The case went to trial on February 14, 2011. On March 7, 2011, a jury convicted Bravo of conspiracy to travel in interstate commerce in aid of racketeering (count one), interstate travel in aid of racketeering with the intent to promote bribery in violation of Puerto Rico law (count two), and federal program bribery (count four). The jury found Martinez guilty of conspiracy (count one), but checked “No” as to each potential object of the conspiracy. He was also convicted of federal program bribery (count five). The jury acquitted Martinez of interstate travel in aid of racketeering (count three) and obstruction of justice (count six).

The trial court granted Bravo’s motion for judgment of acquittal on count two, finding that the repeal of the Puerto Rico bribery laws before the trip took place made it impossible for Bravo to satisfy the “thereafter” element3 of a Travel Act vio[8]*8lation. It initially “dismissed” Martinez’s conviction on count one because the jury rejected both potential objects of the conspiracy, but then “reinstated” the conviction the next day, and eventually dismissed it without prejudice.

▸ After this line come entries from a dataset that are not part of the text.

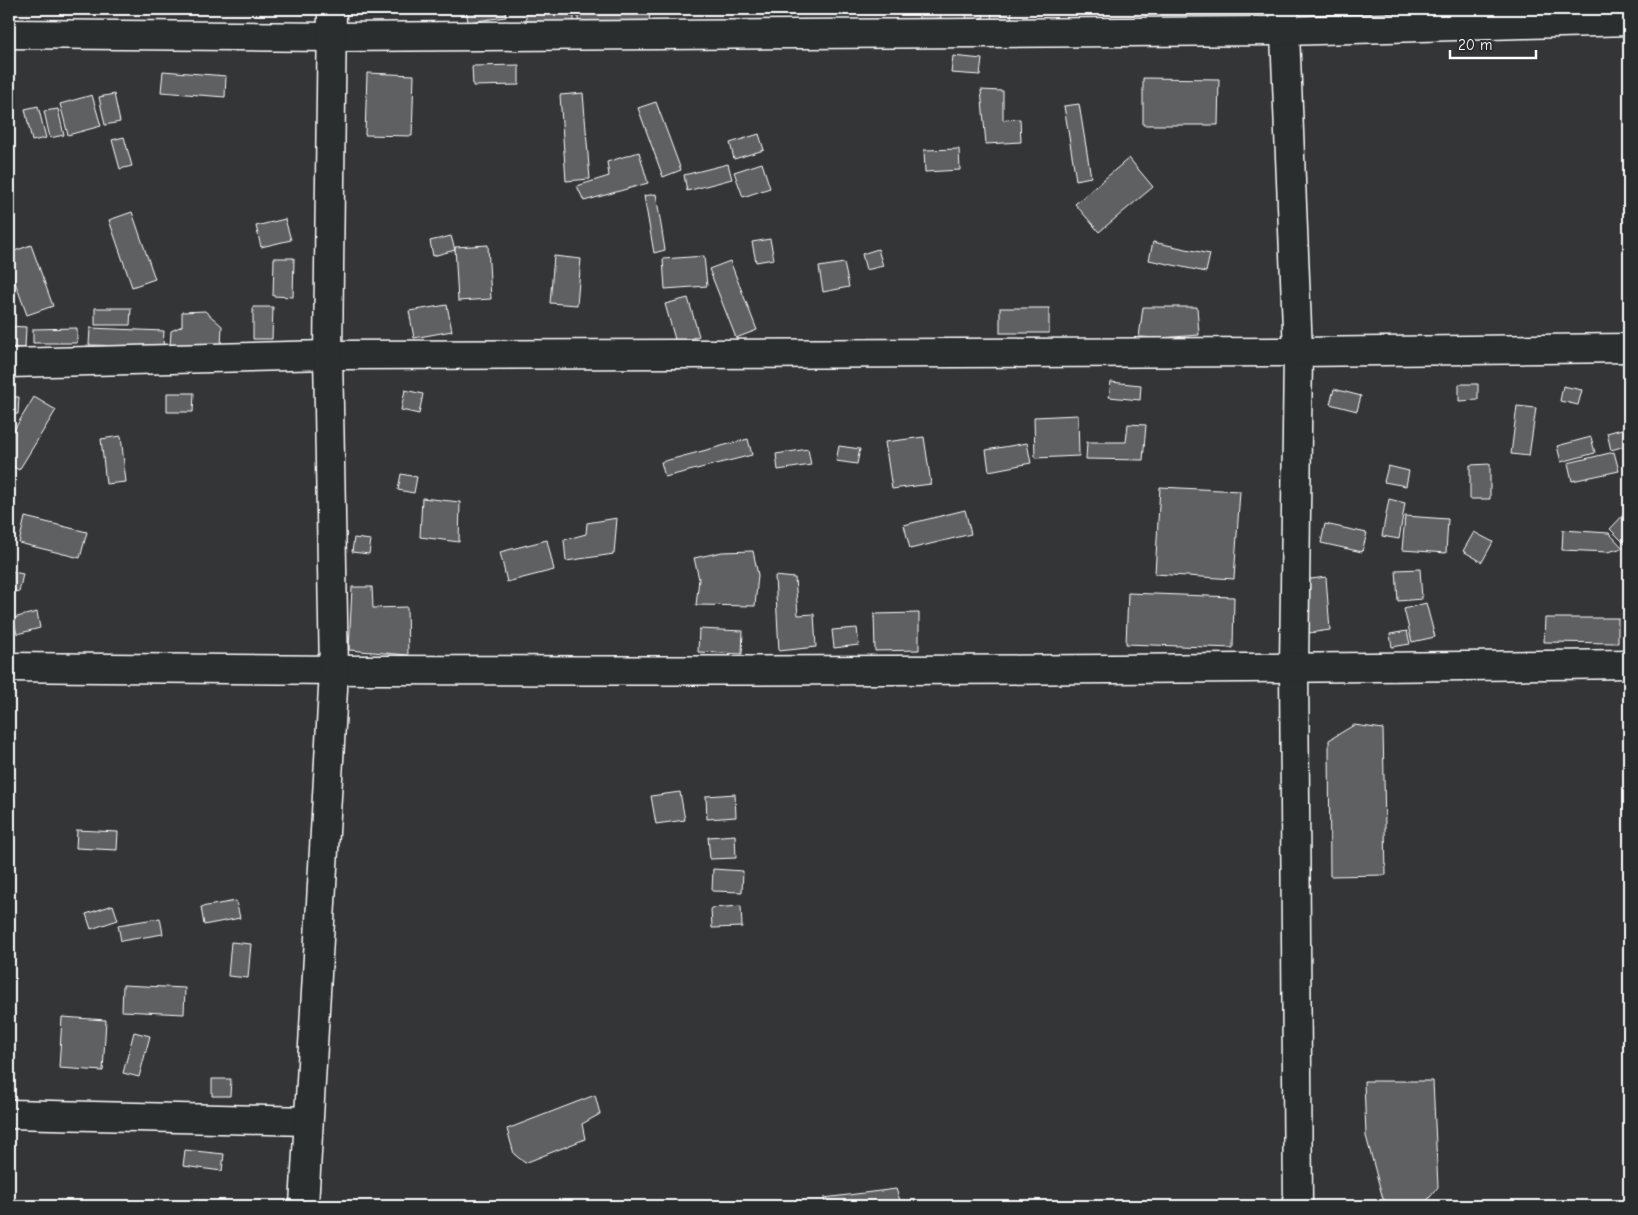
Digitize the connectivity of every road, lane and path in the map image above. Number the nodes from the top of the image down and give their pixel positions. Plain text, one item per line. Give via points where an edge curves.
1 (332, 9) edge
2 (1285, 20) edge
3 (1629, 22) edge
4 (9, 34) edge
5 (332, 37) junction
6 (1629, 348) edge
7 (1298, 352) junction
8 (328, 355) junction
9 (9, 363) edge
10 (1629, 664) edge
11 (9, 667) edge
12 (1294, 668) junction
13 (334, 671) junction
14 (9, 1114) edge
15 (308, 1121) junction
16 (304, 1206) edge
17 (1298, 1206) edge

1 - 5 street
2 - 3 street
2 - 5 street
2 - 7 street
4 - 5 street
5 - 8 street
6 - 7 street
7 - 8 street
7 - 12 street
8 - 9 street
8 - 13 street
10 - 12 street
11 - 13 street
12 - 13 street
12 - 17 street
13 - 15 street
14 - 15 street
15 - 16 street

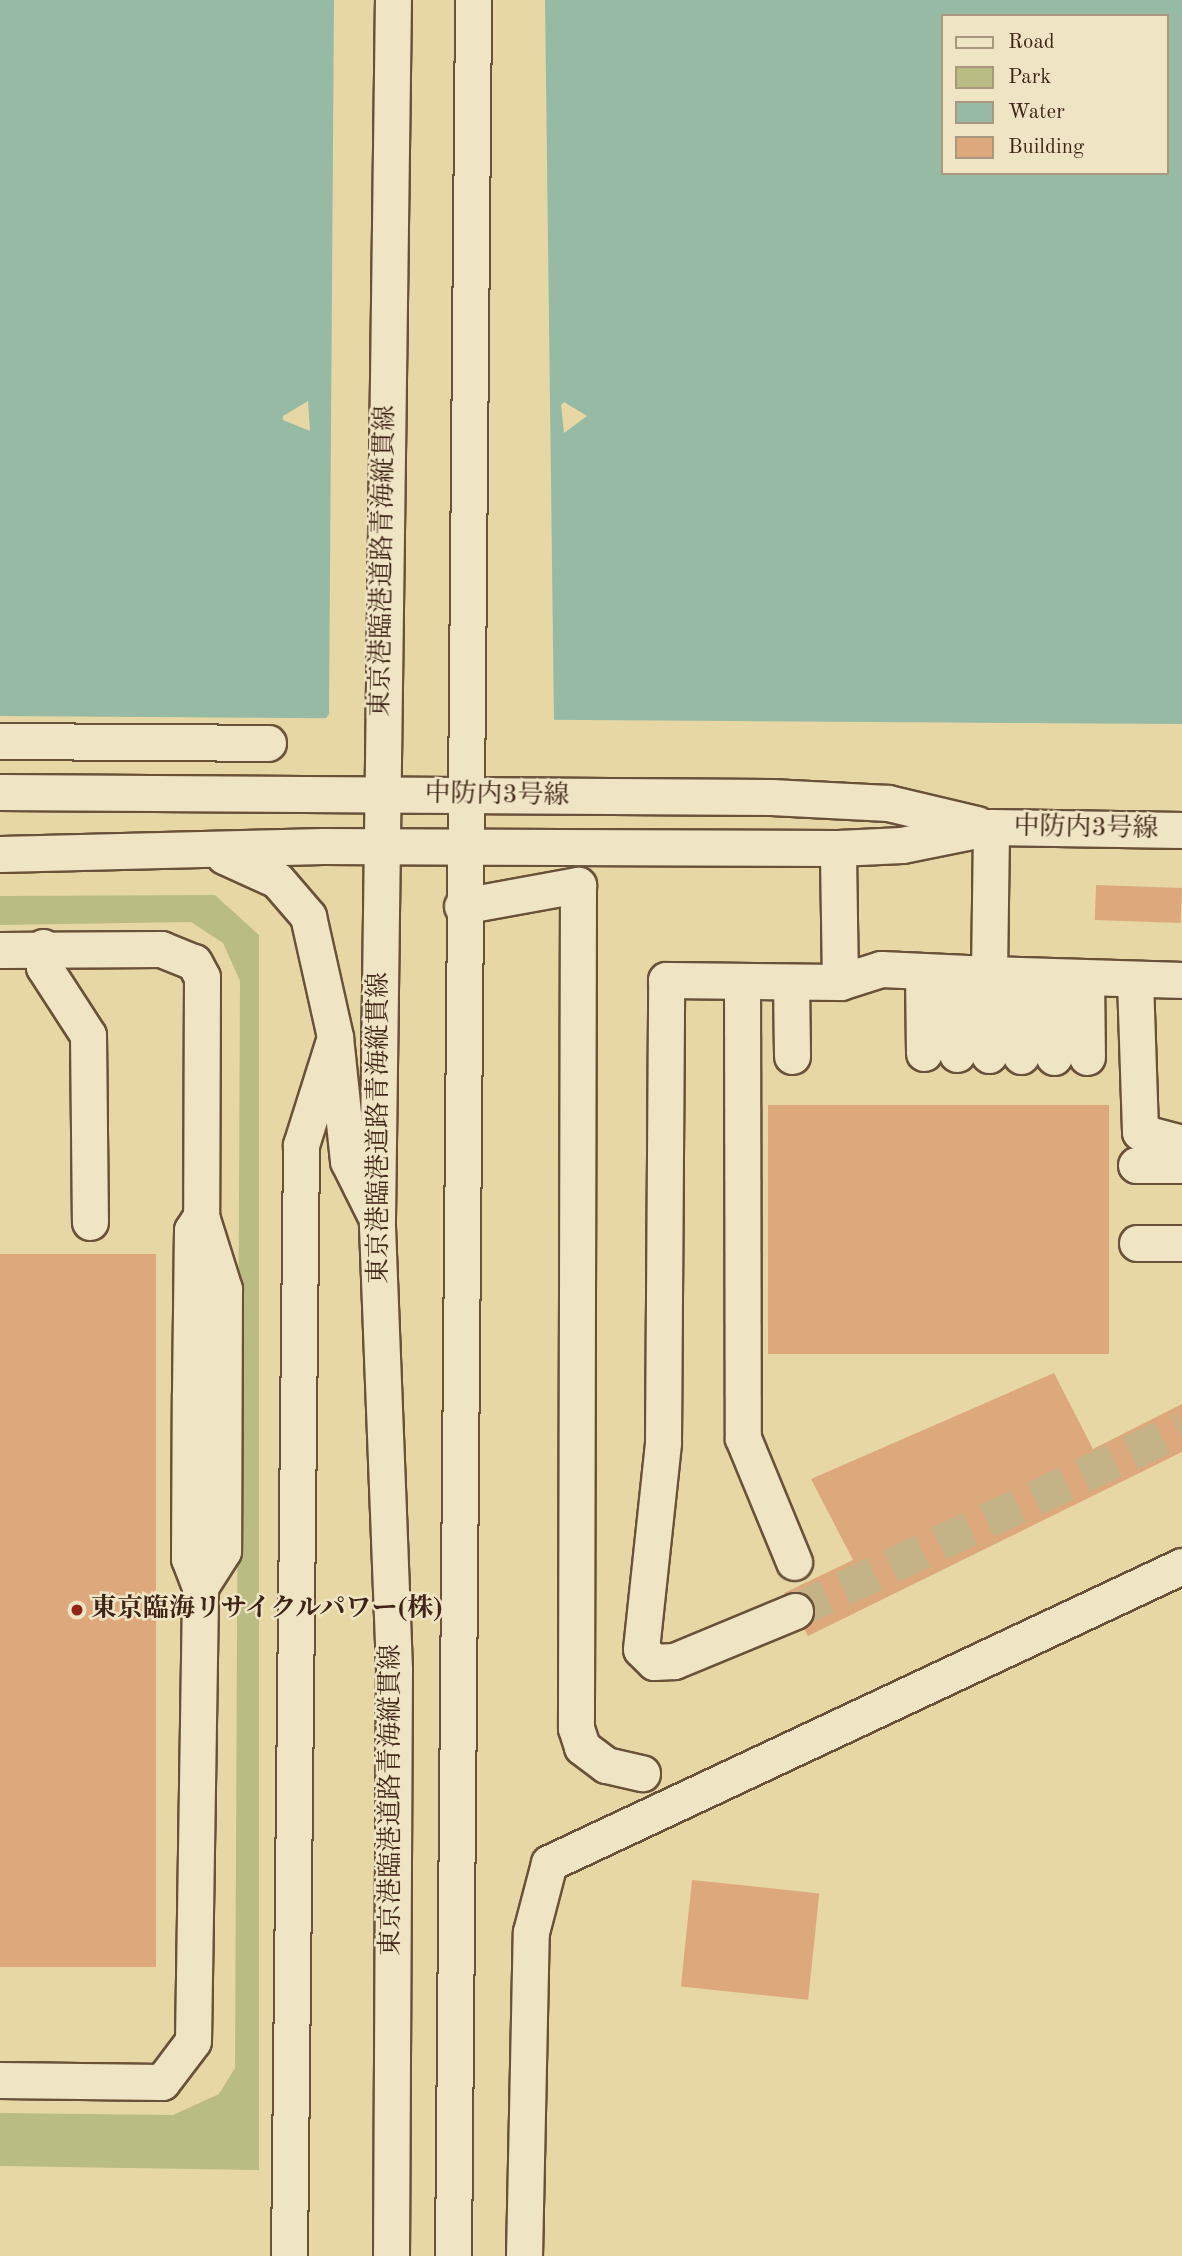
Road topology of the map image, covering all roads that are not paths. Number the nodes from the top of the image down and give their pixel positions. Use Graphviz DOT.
graph roads {
  1 [pos="393,0"];
  2 [pos="473,0"];
  3 [pos="0,741"];
  4 [pos="268,743"];
  5 [pos="0,792"];
  6 [pos="380,794"];
  7 [pos="462,796"];
  8 [pos="991,827"];
  9 [pos="1182,830"];
  10 [pos="461,846"];
  11 [pos="382,847"];
  12 [pos="838,848"];
  13 [pos="215,853"];
  14 [pos="0,854"];
  15 [pos="463,906"];
  16 [pos="43,947"];
  17 [pos="0,950"];
  18 [pos="1005,975"];
  19 [pos="1135,980"];
  20 [pos="1182,980"];
  21 [pos="742,981"];
  22 [pos="791,982"];
  23 [pos="840,982"];
  24 [pos="335,1037"];
  25 [pos="1005,1055"];
  26 [pos="792,1056"];
  27 [pos="1182,1143"];
  28 [pos="1182,1165"];
  29 [pos="1136,1166"];
  30 [pos="377,1219"];
  31 [pos="90,1222"];
  32 [pos="1137,1243"];
  33 [pos="1182,1243"];
  34 [pos="794,1562"];
  35 [pos="1182,1566"];
  36 [pos="795,1611"];
  37 [pos="642,1773"];
  38 [pos="0,2080"];
  39 [pos="289,2256"];
  40 [pos="391,2256"];
  41 [pos="453,2256"];
  42 [pos="524,2256"];
  1 -- 6 [label="street, 東京港臨港道路青海縦貫線"];
  2 -- 7 [label="street"];
  3 -- 4 [label="street"];
  5 -- 6 [label="street, 中防内3号線"];
  6 -- 7 [label="street, 中防内3号線"];
  6 -- 11 [label="street, 東京港臨港道路青海縦貫線"];
  7 -- 8 [label="street, 中防内3号線"];
  7 -- 10 [label="street"];
  8 -- 9 [label="street, 中防内3号線"];
  8 -- 12 [label="street, 中防内3号線"];
  8 -- 18 [label="street"];
  10 -- 11 [label="street, 中防内3号線"];
  10 -- 12 [label="street, 中防内3号線"];
  10 -- 15 [label="street"];
  11 -- 13 [label="street, 中防内3号線"];
  11 -- 30 [label="street, 東京港臨港道路青海縦貫線"];
  12 -- 23 [label="street"];
  13 -- 14 [label="street, 中防内3号線"];
  13 -- 24 [label="street"];
  15 -- 37 [label="street"];
  15 -- 41 [label="street"];
  16 -- 17 [label="street"];
  16 -- 31 [label="street"];
  16 -- 38 [label="street"];
  18 -- 19 [label="street"];
  18 -- 23 [label="street"];
  18 -- 25 [label="street"];
  18 -- 25 [label="street"];
  18 -- 25 [label="street"];
  19 -- 20 [label="street"];
  19 -- 27 [label="street"];
  21 -- 22 [label="street"];
  21 -- 34 [label="street"];
  21 -- 36 [label="street"];
  22 -- 23 [label="street"];
  22 -- 26 [label="street"];
  24 -- 30 [label="street"];
  24 -- 39 [label="street"];
  28 -- 29 [label="street"];
  30 -- 40 [label="street, 東京港臨港道路青海縦貫線"];
  32 -- 33 [label="street"];
  35 -- 42 [label="street"];
}
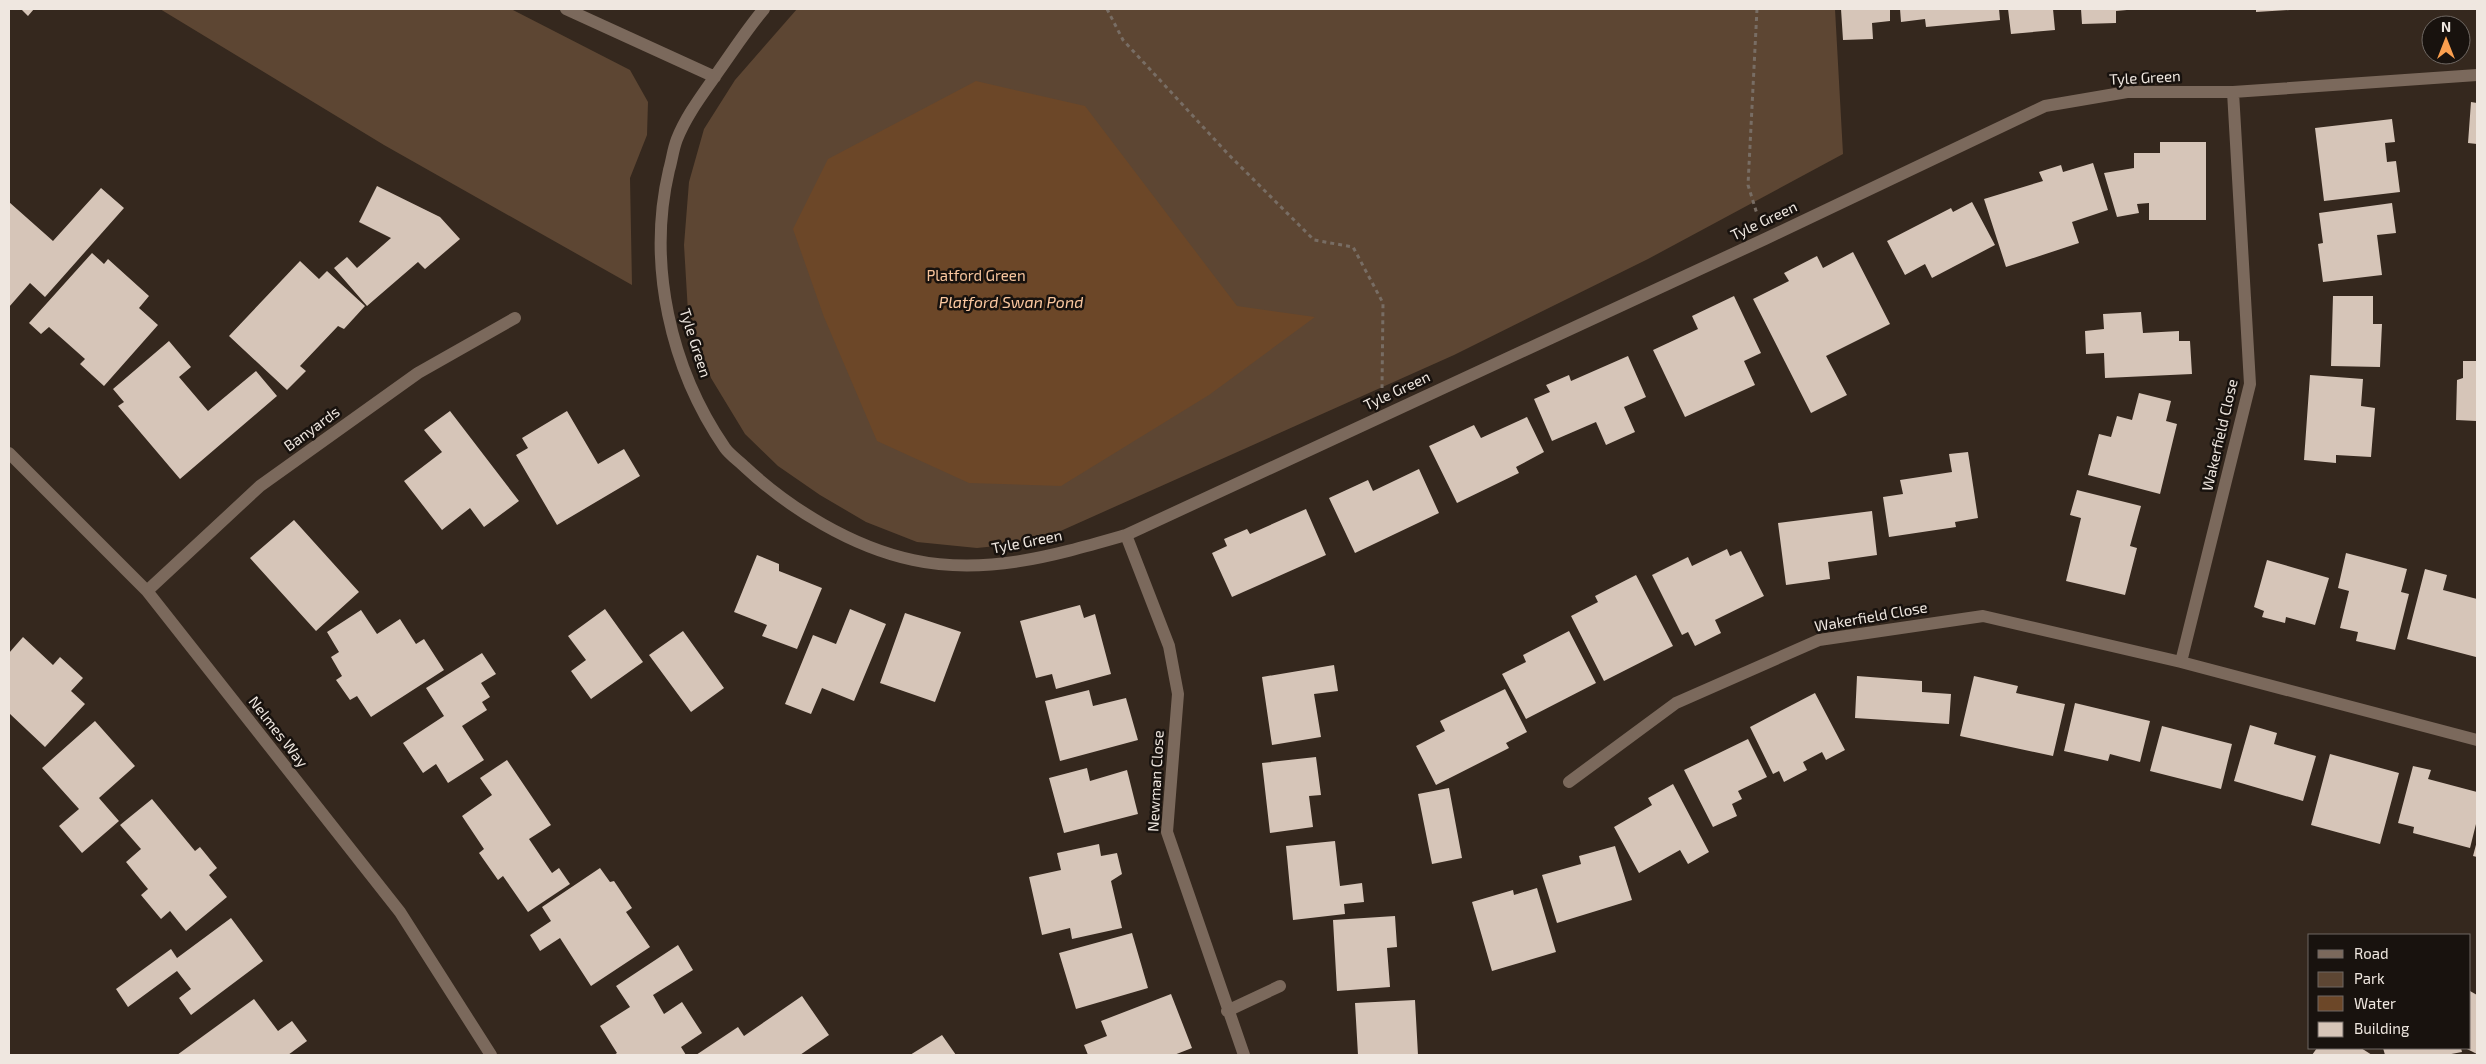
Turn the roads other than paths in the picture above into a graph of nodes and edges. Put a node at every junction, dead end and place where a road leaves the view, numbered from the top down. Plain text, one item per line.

On March 1, 2012, the district court sentenced both defendants to 48 months of imprisonment. Bravo received a fine of $175,000 and Martinez a fine of $17,500.4

C. Issues on Appeal

Both Defendants challenge their substantive § 666 convictions on numerous grounds. Martinez challenges on double jeopardy grounds the district court’s decision to reinstate his conspiracy conviction and then dismiss it without prejudice.